— Entries taken from a collection —

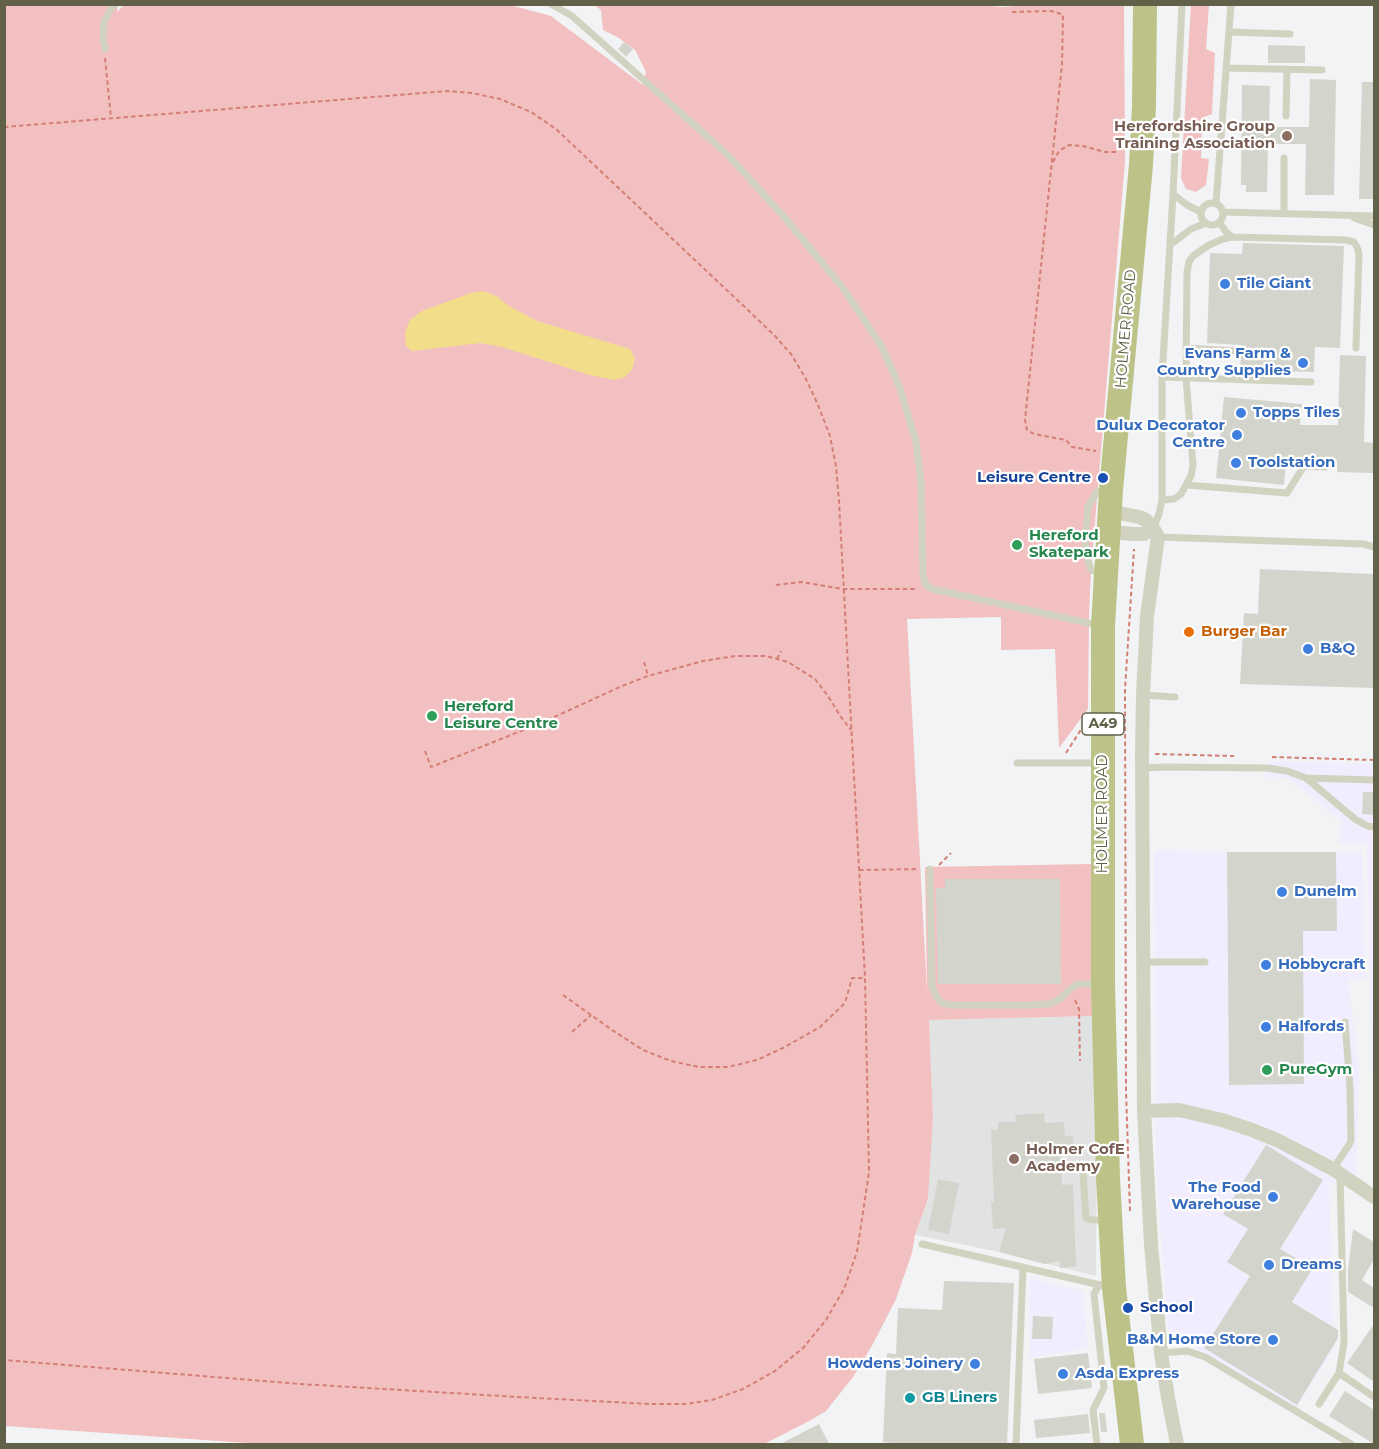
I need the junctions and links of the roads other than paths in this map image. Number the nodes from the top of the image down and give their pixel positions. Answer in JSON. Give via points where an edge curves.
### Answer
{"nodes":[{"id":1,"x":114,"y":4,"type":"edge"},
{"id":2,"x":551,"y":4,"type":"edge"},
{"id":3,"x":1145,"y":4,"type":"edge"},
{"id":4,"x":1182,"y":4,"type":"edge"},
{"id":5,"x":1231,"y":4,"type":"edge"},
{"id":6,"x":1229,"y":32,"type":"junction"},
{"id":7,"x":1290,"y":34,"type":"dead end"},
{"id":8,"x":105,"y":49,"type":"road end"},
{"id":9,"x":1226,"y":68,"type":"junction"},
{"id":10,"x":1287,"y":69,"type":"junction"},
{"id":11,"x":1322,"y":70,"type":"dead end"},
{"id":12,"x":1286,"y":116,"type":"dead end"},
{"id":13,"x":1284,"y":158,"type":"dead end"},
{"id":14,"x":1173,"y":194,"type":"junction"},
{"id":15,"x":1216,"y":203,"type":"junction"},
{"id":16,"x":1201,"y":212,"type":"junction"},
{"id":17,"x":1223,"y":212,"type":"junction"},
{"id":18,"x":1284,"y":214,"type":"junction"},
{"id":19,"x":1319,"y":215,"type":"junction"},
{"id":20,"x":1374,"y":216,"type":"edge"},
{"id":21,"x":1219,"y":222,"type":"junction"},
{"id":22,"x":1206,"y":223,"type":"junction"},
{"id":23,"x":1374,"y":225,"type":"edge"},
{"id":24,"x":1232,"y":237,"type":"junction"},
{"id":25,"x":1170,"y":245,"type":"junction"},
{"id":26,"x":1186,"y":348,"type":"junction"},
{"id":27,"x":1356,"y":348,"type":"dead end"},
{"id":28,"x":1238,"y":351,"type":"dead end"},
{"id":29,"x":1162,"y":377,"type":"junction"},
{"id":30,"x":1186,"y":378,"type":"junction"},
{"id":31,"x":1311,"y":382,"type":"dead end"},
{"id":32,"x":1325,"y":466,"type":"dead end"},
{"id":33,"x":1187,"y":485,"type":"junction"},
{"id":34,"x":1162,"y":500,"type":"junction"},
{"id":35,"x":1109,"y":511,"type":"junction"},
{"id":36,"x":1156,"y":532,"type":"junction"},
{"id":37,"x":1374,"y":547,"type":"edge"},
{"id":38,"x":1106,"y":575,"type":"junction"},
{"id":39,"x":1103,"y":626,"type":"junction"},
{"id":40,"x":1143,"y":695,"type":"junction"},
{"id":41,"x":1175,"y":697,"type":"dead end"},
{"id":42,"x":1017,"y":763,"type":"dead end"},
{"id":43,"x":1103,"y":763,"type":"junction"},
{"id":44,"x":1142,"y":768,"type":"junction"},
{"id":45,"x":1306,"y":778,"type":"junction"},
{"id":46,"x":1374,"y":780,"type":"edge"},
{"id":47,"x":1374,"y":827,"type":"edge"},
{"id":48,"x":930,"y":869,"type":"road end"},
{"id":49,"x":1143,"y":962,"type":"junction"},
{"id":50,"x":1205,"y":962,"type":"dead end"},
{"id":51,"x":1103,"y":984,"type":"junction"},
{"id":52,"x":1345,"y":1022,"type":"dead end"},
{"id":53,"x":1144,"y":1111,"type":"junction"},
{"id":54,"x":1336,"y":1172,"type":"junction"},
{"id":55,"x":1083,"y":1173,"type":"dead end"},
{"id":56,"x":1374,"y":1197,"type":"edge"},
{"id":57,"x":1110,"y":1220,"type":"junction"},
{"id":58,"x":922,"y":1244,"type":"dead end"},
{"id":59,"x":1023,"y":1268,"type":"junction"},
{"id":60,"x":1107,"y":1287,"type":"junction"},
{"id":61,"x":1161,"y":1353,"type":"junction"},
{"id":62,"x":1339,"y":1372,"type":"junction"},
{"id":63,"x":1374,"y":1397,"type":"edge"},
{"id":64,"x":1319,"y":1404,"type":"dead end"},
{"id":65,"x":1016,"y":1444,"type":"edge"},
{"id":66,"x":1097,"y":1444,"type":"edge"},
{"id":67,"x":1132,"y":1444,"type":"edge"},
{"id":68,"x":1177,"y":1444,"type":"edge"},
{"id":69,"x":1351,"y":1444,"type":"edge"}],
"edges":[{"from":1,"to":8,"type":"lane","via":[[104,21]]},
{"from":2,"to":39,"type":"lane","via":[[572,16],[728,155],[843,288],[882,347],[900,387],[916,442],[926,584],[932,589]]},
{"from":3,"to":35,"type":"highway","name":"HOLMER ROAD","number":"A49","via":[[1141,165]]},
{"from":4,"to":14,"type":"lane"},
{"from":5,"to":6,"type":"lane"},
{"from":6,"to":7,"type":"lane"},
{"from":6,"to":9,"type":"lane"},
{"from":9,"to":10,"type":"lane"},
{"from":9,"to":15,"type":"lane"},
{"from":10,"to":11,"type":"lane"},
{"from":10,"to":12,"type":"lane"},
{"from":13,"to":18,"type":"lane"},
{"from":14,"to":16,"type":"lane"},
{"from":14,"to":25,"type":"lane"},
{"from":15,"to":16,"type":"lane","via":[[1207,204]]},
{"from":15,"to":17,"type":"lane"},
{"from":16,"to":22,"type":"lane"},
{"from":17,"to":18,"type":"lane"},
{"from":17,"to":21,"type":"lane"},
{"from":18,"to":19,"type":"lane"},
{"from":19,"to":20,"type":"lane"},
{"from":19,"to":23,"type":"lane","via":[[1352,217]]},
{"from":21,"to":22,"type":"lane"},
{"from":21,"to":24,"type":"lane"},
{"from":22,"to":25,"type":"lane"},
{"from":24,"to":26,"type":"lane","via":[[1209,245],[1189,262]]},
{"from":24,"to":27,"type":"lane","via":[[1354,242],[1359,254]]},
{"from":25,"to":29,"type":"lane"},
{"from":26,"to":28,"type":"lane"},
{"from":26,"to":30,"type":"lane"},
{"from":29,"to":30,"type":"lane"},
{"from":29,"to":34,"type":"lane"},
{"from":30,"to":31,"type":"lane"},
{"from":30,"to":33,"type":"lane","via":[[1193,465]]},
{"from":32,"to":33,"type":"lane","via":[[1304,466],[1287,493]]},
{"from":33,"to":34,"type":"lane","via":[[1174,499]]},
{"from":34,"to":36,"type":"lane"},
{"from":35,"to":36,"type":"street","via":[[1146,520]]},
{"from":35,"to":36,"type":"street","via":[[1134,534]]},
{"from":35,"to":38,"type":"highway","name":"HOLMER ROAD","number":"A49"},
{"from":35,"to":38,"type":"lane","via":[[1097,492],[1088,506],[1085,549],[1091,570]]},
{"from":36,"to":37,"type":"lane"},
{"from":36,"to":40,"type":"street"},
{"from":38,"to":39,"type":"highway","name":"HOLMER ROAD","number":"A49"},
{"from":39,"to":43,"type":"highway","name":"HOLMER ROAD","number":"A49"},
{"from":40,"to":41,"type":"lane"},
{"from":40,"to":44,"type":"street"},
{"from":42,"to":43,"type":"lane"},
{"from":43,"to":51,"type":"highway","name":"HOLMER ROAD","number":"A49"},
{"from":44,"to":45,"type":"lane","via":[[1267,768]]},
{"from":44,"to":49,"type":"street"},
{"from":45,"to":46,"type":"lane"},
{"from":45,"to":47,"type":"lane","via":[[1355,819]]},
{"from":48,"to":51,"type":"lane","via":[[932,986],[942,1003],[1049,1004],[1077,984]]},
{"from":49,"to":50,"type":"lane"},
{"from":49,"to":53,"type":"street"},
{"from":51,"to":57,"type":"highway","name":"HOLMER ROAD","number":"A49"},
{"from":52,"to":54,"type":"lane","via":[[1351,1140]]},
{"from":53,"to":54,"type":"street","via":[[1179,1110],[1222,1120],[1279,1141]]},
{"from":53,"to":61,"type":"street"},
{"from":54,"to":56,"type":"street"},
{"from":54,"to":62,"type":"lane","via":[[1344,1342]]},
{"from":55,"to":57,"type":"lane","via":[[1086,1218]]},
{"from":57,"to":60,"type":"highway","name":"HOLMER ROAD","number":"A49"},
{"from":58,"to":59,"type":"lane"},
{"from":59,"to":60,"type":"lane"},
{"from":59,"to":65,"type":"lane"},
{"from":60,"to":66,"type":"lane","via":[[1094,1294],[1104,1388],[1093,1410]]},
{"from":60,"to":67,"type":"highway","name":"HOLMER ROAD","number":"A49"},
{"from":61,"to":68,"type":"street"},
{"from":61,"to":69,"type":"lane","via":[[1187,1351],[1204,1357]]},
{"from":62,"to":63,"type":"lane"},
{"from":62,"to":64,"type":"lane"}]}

— ASSIGNMENT —
Pull out every line holding "nodes" from the records above, and copy it.

— SOLUTION BELOW —
I need the junctions and links of the roads other than paths in this map image. Number the nodes from the top of the image down and give their pixel positions. Answer in JSON. Give via points where an edge curves.
{"nodes":[{"id":1,"x":114,"y":4,"type":"edge"},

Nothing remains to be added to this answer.